75th NMO Selection Tests

Assume $a_1\le a_2\le \cdots \le a_n$. If we choose the subset $B^{\prime }=\{1,2,\dots ,2^{n-2}\}$, then among the sums $s_1,s_2,\dots ,s_{2^{n-2}}$, the values $a_1,a_2,\dots ,a_t$ will appear for some $t\ge 1$. Clearly, $s_1=s_{\{1\}}=a_1$, and if $a_i$ appears as a sum, then $a_{i-1}$ must have appeared before it. Indeed, consider:

a) if $a_{i-1}=a_i$, then the appearance is obvious.

b) if $a_{i-1}<a_i$, then since $s_{\{i-1\}}=a_{i-1}<a_i$ and $a_i$ appears as some $s_j$, the index corresponding to $a_{i-1}$ is less than $j$, hence $a_{i-1}$ appeared earlier.

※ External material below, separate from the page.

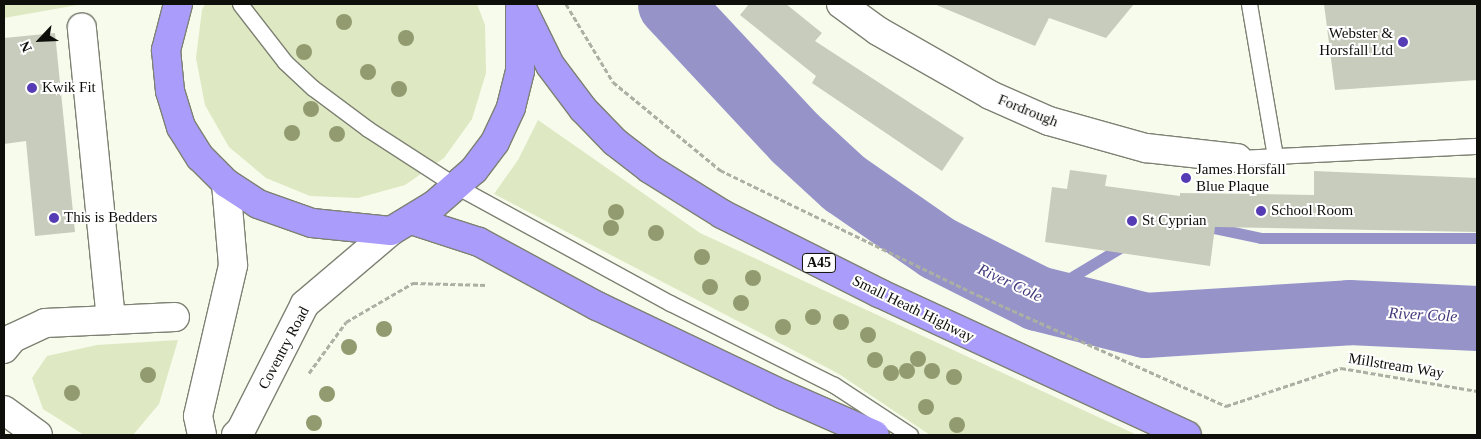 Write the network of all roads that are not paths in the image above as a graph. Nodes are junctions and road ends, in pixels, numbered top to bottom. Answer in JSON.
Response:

If $t\le n-2$, then at most $2^{n-2}-1$ sums can appear, corresponding to non-empty subsets of $\{1,2,\dots ,n-2\}$. Hence, we deduce that $t\ge n-1$. Therefore, the first two sums correspond to the numbers $a_1$ and $a_2$. Then, inductively, after determining the numbers $a_1,a_2,\dots ,a_k$, we compute all the subset sums of $\{a_1,a_2,\dots ,a_k\}$, remove them from the list of known sums, and the smallest remaining sum must be $a_{k+1}$. So, we can determine the numbers $a_1,a_2,\dots ,a_{n-1}$. If we also include the index $2^n-1$, we obtain $s_{2^n-1}$, which is the total sum of all numbers. Then we can compute $a_n$, and thus all numbers.